▸ **Action item**
Give the number of lines in the records below that include the word "FERREIRA", and add nothing to it.

Start of Recorded data

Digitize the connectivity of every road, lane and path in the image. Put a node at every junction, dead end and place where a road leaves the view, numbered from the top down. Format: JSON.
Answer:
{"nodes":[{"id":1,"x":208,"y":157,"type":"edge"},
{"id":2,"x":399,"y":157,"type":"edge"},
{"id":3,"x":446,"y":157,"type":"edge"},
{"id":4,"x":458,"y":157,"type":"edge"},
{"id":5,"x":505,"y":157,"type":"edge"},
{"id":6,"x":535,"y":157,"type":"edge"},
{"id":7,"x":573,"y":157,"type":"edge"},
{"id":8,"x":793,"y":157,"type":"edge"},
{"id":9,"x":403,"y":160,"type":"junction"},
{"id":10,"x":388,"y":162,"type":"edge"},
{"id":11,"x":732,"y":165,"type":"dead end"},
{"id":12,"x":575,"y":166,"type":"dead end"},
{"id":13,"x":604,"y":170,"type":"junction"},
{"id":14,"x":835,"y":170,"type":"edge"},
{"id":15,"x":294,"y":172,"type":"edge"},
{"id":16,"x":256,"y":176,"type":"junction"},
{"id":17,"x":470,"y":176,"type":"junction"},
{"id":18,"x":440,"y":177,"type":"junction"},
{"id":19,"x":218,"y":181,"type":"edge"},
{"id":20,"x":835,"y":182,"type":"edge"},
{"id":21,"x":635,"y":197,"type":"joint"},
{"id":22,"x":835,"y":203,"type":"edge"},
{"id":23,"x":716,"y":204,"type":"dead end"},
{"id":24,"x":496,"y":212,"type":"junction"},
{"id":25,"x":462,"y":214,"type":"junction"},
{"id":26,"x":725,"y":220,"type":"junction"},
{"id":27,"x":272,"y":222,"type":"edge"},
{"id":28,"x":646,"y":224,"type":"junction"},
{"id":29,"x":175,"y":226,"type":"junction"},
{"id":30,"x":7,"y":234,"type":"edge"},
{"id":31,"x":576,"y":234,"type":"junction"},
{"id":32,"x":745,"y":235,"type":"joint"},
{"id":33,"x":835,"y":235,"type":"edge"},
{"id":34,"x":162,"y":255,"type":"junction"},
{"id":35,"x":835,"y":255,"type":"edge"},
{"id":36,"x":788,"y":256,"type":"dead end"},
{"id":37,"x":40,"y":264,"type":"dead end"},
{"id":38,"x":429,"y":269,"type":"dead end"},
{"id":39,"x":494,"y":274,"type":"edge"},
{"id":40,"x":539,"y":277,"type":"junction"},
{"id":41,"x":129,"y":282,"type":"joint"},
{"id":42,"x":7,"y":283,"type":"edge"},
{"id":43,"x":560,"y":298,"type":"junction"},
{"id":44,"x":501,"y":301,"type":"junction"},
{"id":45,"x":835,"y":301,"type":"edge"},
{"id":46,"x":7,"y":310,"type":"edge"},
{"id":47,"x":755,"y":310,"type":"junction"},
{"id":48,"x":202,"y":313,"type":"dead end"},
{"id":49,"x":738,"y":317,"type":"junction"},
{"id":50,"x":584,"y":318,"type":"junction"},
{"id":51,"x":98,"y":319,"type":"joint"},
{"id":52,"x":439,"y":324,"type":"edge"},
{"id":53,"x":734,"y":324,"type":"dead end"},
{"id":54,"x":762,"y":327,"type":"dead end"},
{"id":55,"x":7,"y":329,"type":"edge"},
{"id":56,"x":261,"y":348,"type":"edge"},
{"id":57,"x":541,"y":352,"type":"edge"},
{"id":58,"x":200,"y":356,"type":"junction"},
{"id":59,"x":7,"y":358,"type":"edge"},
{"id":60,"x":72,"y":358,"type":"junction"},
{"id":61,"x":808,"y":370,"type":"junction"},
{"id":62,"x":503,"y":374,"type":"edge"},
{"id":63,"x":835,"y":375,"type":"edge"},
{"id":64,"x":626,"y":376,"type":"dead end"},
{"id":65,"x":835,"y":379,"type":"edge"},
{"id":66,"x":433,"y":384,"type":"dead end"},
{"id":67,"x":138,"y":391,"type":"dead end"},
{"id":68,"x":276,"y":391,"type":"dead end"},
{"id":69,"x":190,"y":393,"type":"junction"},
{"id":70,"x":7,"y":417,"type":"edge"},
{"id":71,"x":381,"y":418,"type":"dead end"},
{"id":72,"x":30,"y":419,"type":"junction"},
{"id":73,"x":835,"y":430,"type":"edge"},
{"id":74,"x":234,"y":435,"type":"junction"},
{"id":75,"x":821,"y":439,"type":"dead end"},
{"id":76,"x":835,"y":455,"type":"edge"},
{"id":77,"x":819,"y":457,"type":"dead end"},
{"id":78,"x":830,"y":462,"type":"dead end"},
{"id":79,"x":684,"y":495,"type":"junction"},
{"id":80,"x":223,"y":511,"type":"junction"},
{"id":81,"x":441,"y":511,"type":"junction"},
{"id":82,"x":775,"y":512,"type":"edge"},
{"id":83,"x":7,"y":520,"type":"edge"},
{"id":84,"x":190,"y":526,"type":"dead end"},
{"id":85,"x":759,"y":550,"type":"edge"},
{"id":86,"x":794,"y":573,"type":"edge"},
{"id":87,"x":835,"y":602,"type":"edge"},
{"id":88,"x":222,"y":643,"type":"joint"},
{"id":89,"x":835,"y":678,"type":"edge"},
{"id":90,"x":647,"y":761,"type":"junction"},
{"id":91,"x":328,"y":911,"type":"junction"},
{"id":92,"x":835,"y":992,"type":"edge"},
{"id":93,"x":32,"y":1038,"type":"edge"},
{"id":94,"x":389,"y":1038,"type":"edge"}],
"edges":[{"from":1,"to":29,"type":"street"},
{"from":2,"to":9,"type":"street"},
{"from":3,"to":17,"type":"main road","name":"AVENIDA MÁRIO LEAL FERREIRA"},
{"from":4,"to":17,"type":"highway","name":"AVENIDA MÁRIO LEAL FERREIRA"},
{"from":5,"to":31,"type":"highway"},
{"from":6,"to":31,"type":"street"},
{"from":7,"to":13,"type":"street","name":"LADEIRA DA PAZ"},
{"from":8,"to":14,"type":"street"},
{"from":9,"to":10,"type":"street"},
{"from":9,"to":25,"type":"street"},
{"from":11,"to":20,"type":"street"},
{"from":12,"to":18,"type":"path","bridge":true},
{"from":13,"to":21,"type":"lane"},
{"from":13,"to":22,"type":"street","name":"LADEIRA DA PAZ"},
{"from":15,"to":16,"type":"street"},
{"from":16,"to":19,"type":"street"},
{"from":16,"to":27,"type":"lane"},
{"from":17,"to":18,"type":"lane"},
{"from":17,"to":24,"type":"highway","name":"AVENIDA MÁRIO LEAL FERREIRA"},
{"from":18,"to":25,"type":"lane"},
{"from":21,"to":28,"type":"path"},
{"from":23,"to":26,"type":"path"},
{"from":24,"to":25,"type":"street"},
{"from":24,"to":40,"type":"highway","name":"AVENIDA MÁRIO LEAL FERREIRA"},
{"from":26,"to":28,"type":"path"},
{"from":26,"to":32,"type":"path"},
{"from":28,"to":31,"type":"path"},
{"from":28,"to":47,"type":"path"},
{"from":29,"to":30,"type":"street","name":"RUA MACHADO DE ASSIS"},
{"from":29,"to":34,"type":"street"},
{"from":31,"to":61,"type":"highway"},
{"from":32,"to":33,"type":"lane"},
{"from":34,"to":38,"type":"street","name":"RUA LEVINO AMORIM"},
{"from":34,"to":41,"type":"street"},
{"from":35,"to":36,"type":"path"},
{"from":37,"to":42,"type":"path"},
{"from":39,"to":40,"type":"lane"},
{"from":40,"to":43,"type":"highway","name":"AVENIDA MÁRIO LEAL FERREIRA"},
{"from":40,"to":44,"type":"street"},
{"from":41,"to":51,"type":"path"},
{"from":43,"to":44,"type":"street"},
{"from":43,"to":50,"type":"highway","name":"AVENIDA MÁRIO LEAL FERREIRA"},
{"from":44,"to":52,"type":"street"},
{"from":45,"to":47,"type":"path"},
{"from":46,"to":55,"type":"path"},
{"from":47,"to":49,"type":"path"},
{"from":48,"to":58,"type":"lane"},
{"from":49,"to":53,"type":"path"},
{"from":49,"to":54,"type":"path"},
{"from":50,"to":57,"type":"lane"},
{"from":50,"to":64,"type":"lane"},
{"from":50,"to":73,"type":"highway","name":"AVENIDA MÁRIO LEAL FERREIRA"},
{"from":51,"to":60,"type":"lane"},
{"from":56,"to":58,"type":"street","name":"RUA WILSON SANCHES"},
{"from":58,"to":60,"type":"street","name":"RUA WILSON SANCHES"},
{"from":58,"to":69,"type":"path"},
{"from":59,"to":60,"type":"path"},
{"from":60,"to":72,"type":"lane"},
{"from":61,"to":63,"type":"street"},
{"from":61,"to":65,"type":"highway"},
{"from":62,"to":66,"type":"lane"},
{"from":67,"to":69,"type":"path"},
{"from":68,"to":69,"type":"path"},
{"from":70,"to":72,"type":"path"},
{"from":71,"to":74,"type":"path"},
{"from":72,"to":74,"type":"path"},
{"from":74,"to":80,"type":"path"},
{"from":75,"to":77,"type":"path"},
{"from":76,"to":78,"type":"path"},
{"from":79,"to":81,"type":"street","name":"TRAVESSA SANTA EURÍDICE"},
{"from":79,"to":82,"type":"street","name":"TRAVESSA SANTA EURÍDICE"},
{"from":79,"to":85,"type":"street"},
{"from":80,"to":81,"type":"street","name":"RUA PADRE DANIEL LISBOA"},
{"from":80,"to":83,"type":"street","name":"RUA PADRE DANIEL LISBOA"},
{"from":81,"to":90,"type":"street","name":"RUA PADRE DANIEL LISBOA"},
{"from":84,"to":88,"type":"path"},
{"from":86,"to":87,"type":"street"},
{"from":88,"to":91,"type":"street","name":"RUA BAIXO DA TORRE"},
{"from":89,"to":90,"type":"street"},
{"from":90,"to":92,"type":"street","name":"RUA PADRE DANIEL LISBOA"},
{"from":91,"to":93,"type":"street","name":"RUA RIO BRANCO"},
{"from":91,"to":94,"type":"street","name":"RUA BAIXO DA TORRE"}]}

End of Recorded data

▸ **Exercise result**
7